|Barked: Tue Dec 12, '06 11:05am PST |
|Wow. That list is quite demanding. I also had a similar one, but realized myself that when adopting a puppy it would be somewhat of a gamble.
Two breeds that I found that match most of those criteria are the Tibetan Spaniel (9-15 pounds), and the Cavalier King Charles Spaniel(11-18 pounds but I've seen some bigger). The Tibbie has a double coat but is still considered a moderate shedder as its coat is medium length most places. They shed less than most of the double coated shorter haired dogs.
The Cavalier has a single coat and is a mild shedder. Cavaliers are loyal and hang on every word, so are easy to train, but as well, they are velcro dogs and will seek out your lap all the time. There are also A LOT of health issues in the breed, so please be aware and find a good breeder if you decide on one.

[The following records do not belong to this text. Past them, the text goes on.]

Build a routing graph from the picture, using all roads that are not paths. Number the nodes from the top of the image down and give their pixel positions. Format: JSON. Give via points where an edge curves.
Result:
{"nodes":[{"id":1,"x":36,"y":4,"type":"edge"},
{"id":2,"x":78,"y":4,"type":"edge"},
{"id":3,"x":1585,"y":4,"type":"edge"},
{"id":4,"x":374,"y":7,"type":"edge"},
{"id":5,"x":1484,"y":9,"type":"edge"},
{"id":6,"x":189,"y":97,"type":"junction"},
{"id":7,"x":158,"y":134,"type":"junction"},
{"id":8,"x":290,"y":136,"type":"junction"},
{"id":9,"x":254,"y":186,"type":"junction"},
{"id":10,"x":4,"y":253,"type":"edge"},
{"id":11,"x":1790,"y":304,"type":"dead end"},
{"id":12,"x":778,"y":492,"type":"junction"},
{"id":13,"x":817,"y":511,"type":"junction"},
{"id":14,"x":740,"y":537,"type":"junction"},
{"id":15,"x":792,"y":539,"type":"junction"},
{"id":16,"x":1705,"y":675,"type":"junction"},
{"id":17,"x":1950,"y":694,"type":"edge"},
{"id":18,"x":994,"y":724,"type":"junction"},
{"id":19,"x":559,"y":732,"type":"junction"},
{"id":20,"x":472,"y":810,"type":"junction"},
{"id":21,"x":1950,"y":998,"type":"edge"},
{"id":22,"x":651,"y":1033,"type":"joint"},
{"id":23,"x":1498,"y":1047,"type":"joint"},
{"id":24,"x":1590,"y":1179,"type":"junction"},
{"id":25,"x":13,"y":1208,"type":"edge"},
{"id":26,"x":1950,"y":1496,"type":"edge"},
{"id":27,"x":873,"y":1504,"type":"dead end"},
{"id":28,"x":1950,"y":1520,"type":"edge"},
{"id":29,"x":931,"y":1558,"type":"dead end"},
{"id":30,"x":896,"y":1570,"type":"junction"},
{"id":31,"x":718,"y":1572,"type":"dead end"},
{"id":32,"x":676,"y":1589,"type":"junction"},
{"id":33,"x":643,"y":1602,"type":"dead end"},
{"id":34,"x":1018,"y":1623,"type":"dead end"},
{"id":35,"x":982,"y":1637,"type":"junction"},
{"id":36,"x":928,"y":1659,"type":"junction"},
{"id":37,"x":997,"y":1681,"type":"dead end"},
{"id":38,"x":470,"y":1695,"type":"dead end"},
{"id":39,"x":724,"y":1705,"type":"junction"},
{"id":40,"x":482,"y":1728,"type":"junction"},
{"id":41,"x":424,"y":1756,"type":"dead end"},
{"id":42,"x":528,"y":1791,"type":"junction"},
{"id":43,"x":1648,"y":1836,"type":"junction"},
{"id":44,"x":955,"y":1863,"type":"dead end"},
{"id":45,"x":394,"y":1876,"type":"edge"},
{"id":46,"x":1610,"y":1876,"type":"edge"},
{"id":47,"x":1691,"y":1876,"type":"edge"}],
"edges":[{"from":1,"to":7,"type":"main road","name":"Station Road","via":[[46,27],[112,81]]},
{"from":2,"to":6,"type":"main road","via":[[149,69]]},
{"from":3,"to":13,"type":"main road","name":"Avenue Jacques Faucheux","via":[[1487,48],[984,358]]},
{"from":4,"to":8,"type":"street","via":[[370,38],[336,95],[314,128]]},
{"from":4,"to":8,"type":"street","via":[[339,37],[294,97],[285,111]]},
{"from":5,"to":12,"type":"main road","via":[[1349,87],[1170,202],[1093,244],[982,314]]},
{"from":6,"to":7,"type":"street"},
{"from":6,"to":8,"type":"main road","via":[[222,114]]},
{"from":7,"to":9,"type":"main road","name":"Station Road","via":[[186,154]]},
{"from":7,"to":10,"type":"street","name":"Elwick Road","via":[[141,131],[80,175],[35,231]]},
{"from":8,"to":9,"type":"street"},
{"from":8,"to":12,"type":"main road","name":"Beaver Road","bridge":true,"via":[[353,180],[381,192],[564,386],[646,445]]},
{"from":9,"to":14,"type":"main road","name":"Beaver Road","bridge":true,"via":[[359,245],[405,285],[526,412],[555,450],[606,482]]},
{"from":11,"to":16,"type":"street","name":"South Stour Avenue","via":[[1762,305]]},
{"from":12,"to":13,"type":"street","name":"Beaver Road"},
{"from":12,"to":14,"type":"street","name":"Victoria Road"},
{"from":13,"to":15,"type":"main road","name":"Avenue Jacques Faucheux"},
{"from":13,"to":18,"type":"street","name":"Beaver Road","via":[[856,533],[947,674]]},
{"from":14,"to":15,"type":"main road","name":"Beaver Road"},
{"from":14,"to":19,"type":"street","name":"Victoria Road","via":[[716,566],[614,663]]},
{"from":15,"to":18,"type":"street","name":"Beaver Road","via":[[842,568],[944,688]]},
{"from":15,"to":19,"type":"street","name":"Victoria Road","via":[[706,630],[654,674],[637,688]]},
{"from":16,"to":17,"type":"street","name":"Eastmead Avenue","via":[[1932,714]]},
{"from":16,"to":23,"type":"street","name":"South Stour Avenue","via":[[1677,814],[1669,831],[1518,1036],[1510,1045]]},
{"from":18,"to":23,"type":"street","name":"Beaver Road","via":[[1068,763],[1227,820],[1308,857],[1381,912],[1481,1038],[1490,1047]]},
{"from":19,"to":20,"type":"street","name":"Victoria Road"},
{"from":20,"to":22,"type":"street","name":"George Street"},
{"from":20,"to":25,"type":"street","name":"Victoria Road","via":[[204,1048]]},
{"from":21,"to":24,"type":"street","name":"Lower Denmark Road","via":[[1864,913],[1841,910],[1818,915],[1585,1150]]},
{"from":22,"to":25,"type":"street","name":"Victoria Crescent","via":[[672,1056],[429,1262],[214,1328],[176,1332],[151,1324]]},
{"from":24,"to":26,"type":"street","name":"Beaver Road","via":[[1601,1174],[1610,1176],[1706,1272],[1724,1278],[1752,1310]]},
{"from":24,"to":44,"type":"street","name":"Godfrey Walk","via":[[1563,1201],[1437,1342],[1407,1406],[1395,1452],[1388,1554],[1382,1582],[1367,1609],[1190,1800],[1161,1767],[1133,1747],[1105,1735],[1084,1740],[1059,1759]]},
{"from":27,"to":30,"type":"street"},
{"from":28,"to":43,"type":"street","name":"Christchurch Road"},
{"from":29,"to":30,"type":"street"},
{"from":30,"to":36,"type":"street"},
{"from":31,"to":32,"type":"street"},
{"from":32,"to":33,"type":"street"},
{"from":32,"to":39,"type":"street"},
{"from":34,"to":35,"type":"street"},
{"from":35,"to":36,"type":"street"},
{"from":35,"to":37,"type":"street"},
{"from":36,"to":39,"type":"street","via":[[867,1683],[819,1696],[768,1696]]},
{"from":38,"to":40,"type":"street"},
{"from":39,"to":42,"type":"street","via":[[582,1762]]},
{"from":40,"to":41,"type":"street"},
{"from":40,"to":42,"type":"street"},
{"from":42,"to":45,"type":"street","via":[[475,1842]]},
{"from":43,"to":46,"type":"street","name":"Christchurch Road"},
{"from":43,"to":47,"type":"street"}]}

Tibbie's are a little stubborn about training (especially coming when called), but are fairly easy to housetrain as they love to be neat, and like their routines. They are steadfast, curious, fearless dogs, and therefore fine with rambunctious kids. The kids, however, have to be careful as they do with any smaller dog. Tibetan Spaniels are a very healthy breed.
Both breeds tend to reserve their barking, but will bark at strangers. Both breeds are known to be mellow and laid back, and very friendly (a poorly bred Cavalier can be nervous though). Both breeds should be walked at least once daily to get their "zoomies" out, but will self exercise around the house as well. Both mine require a brushing behind their ears once a week to prevent mats. The rest of their body needs a brushing only occasionally. My Cavalier has more energy than my Tibbie/Cavalier mix. They're not great guarders. They watch and bark, with tails wagging the whole time, so they do not meet that requirement.
I have a Cavalier, and a Cavalier/Tibetan Spaniel mix, both not quite a year old, and they both meet their breed descriptions exactly. We have gone through many stages of puppyhood with very little destruction and housetraining was quite easy. I put effort in, and maybe I lucked out.
I agree with some of the above posts that you can find many older, already settled dogs, with this temperament, and it would be less of a gamble to find a rescue dog where the temperament is already known. I guess it depends on what is available where your aunt lives.